Tidak hanya itu, audiensi pada hari Senin, pemantauan terhadap audiensi yang dapat disimak melalui siaran langsung akun instagram resmi @bem_udayana terjadi pergolakan yang mengharuskan siaran langsung sempat terhenti berulang kali. “Sebelumnya memang ada yang tidak beres, audiensi sekarang jauh lebih ketat,” tutur Dewa Gede Satya Ranasika Kusuma selaku Ketua BEM PM Universitas Udayana.

Satu per satu Satya mulai menuturkan betapa ketatnya audiensi itu. Kala pertama dirinya dan rekan lembaga mahasiswa menuju Ruang Bangsa, pihak dari kampus telah menjaga dari pintu masuk Gedung Rektorat Unud. Padahal pada audiensi sebelumnya, penjagaan dan pengecekan hanya berada di depan Ruang Bangsa. Peserta audiensi dari elemen mahasiswa pun dibatasi, secara mendadak pihak rektorat hanya mengizinkan 15 orang memasuki ruangan, yang mana 15 orang tersebut terdiri dari ketua BEM di 13 fakultas dan Ketua serta Wakil Ketua BEM PM Universitas Udayana. “Jadinya Ketua Dewan Perwakilan Mahasiswa (DPM) tidak bisa masuk, padahal dari pihak DPM juga berhak untuk turut serta memperjuangkan tuntutan ini,” ungkap Satya yang ditemui seusai beraudiensi. Penjagaan yang mempersempit undangan pun mengakibatkan Tim Kominfo BEM PM Unud yang ditugaskan Satya untuk melakukan siaran langsung justru dilarang masuk, sehingga siaran langsung dibantu oleh rekan dari lembaga mahasiswa.

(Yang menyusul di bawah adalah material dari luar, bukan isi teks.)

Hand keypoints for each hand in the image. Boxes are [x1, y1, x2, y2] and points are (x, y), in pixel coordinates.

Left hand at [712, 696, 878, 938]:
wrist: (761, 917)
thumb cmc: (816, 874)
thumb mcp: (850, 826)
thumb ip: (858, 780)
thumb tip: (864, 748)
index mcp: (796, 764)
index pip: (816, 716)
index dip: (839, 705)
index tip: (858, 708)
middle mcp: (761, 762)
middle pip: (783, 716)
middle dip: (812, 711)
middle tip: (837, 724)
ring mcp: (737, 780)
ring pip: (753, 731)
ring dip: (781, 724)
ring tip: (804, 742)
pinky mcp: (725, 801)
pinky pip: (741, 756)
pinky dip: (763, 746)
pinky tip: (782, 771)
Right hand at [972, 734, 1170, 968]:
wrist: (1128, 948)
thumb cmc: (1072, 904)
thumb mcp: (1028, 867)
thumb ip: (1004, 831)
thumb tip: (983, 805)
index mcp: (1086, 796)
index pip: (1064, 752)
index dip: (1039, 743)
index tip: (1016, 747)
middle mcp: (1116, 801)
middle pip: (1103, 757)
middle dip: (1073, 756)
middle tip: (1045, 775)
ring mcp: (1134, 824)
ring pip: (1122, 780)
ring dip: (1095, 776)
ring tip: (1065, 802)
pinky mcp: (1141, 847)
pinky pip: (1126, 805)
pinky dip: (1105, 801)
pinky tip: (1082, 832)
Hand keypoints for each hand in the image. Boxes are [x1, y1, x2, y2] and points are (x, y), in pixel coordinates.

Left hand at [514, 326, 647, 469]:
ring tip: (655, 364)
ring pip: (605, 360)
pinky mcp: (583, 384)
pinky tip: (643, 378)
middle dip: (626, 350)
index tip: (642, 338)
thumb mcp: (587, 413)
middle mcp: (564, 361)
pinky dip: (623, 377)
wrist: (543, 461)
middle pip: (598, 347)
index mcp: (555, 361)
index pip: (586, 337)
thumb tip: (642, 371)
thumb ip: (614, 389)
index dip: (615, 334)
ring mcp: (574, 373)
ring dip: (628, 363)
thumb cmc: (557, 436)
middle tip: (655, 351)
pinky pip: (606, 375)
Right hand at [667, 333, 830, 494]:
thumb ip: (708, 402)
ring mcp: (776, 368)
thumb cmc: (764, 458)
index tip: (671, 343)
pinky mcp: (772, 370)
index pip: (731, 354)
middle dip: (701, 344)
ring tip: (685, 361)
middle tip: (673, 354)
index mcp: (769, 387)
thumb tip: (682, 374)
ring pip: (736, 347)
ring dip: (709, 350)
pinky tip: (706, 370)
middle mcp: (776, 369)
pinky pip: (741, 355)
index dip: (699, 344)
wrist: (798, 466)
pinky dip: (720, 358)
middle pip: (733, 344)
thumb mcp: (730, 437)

Lebih mengejutkan lagi, Satya menjelaskan bahwa tiba-tiba saat audiensi siaran langsung yang dilakukan lembaga mahasiswa dilarang rektorat tanpa alasan yang jelas. Sehingga penampakan siaran langsung menjadi tak jelas, Satya pun menambahkan, “Pihak rektorat bilang, pas kita bicara tolong itu jangan rekam video, makanya live-nya (siaran langsung-red) ada hadap atap, layar tiba-tiba hitam, dan ke-pause (terhenti-red).” Kali ini mahasiswa berhadapan pula dengan seluruh dekan dari 13 fakultas. Pembahasan awal pun masih berkutat pada landasan hukum tuntutan utama yang masih dipertanyakan segenap dekan maupun rektorat.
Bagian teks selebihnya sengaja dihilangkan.